Evolution Pipeline Deep Dive

The complete lifecycle of a code evolution — from proposal through validation, testing, review, and hot reload.

End-to-End Evolution Flow

The evolution pipeline turns an AI agent's intent into running production code. Every step is observable, reversible, and gated by both automated checks and human judgment.

Step 1: Proposal

The Brain identifies a missing capability during a ReAct loop. It emits a structured proposal containing the Elixir module source, a rationale explaining why the new skill is needed, and the target security classification (:safe, :network, or :privileged). The proposal is enqueued in the Evolution supervisor's mailbox.

Step 2: AST Analysis

The Evolution process passes the raw source to the Narsil NIF. Narsil parses the code into an Elixir AST, resolves module aliases, and walks the tree node by node. Each node is checked against the full KRAIT rule suite. If the declared security classification is :safe but the code contains an HTTP call, Narsil flags the mismatch. Analysis results include rule pass/fail status, line-level annotations, and a complexity score.

Step 3: Narsil Validation

Beyond rule checking, Narsil performs semantic validation. It verifies that the module implements the required Krait.Skill behaviour callbacks, that typespecs are present on all public functions, and that no circular dependencies are introduced. Proposals that fail validation are returned to the Brain with structured feedback so it can revise and resubmit.

Step 4: Sandbox Testing

Validated code is deployed into a FLAME-spawned Docker container along with auto-generated property-based tests. The test suite exercises the module's public API against random inputs derived from its typespecs. Test results, including any crashes or assertion failures, are captured and attached to the proposal record.

Step 5: Pull Request

Passing proposals are committed to a feature branch and pushed as a GitHub pull request. The PR body contains the proposal rationale, Narsil's analysis report, test results, and a diff summary.
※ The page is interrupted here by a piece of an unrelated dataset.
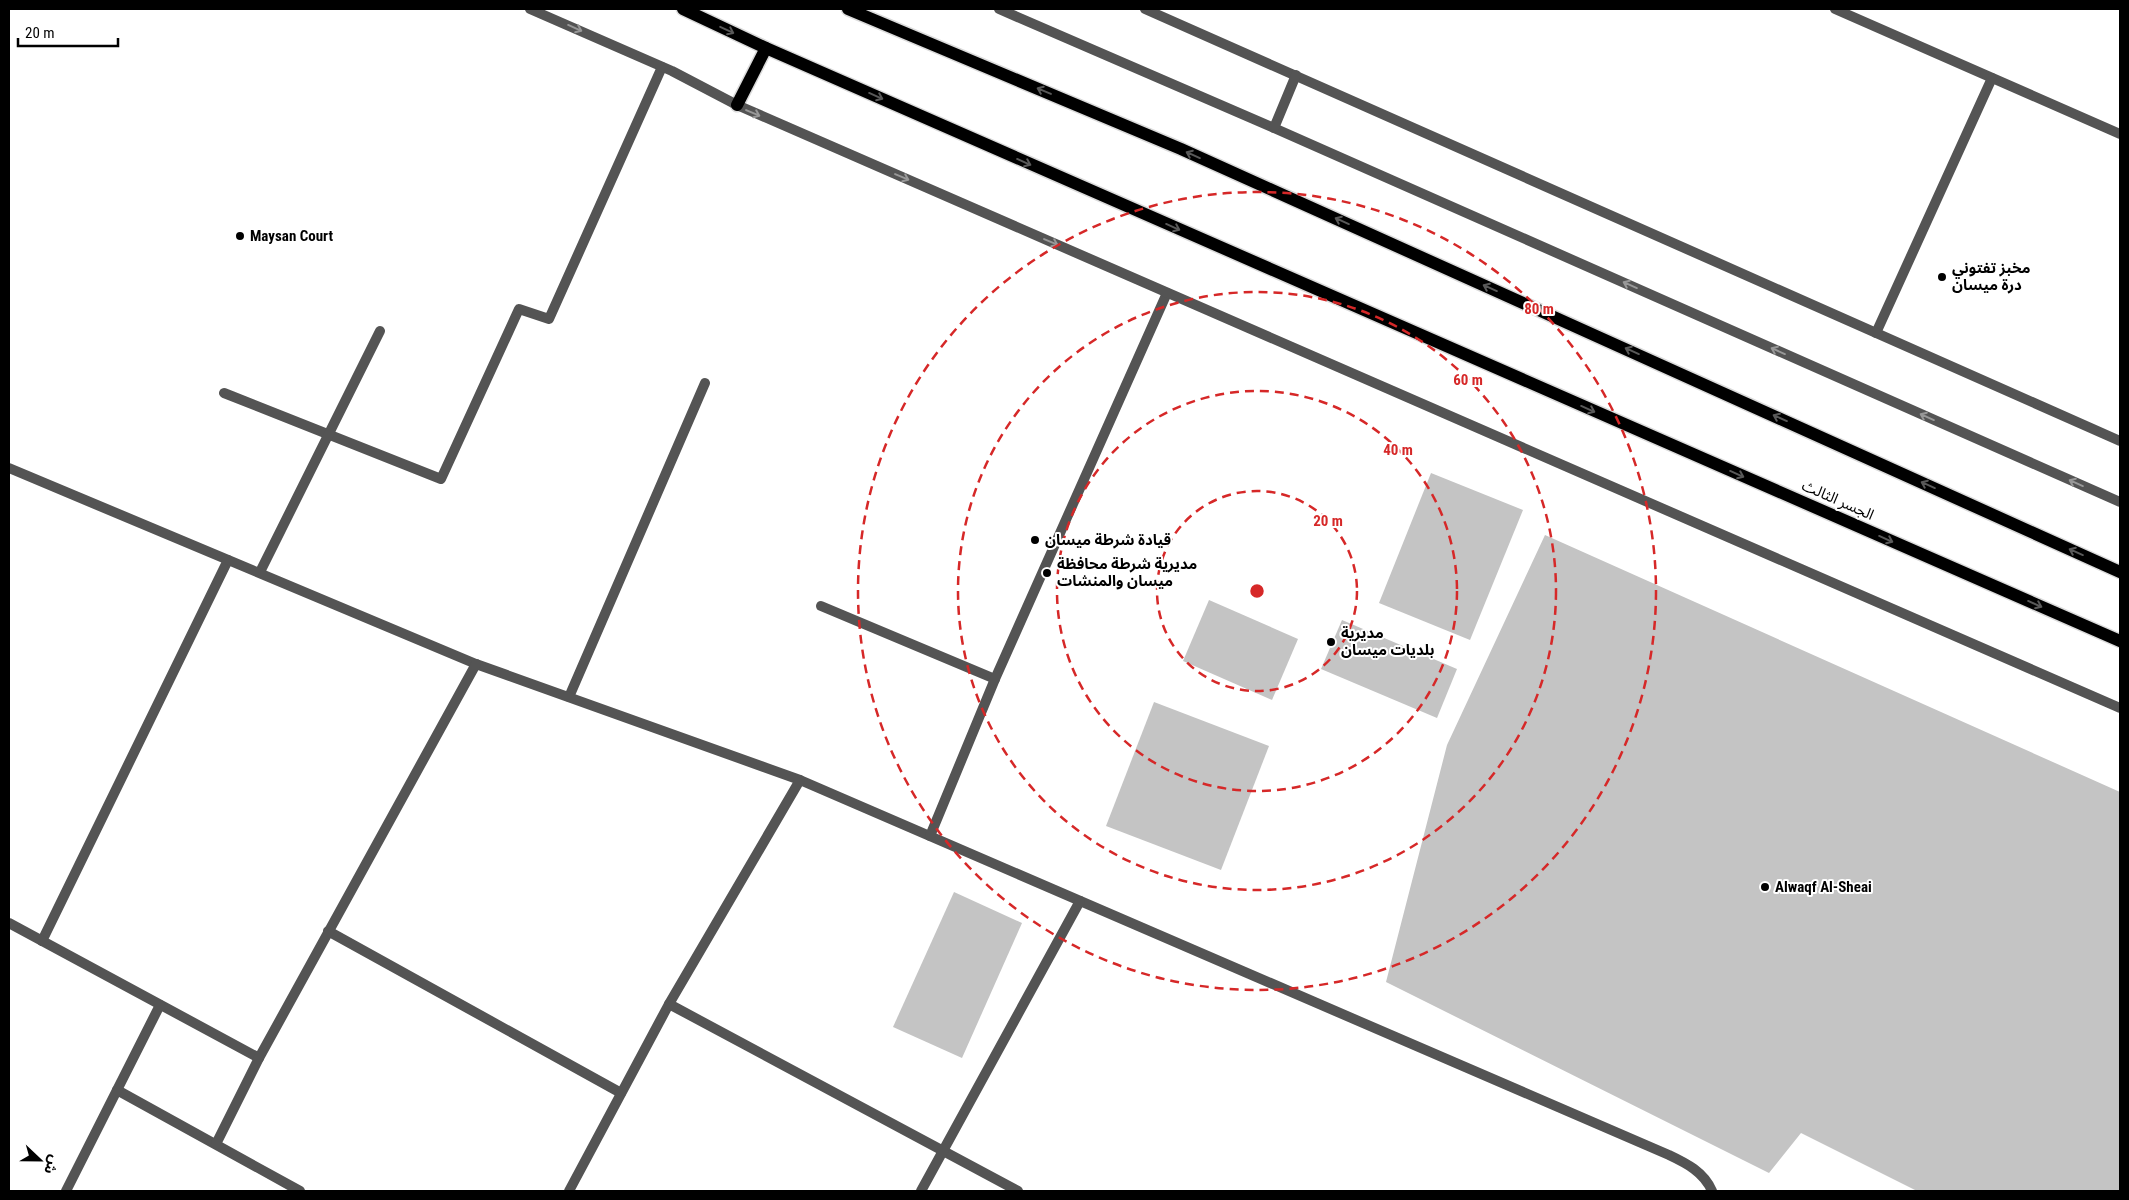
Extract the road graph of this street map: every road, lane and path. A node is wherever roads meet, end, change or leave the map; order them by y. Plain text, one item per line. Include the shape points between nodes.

Step 6: Human Review and Merge

A human reviewer examines the PR and can approve, request changes, or reject. KRAIT does not self-merge. The agent proposes, humans dispose.

Step 7: Hot Reload

Once merged, a webhook notifies KRAIT. The system pulls the updated module, re-verifies it through Narsil, and performs an OTP hot code reload. The new skill is immediately available without restarting the agent.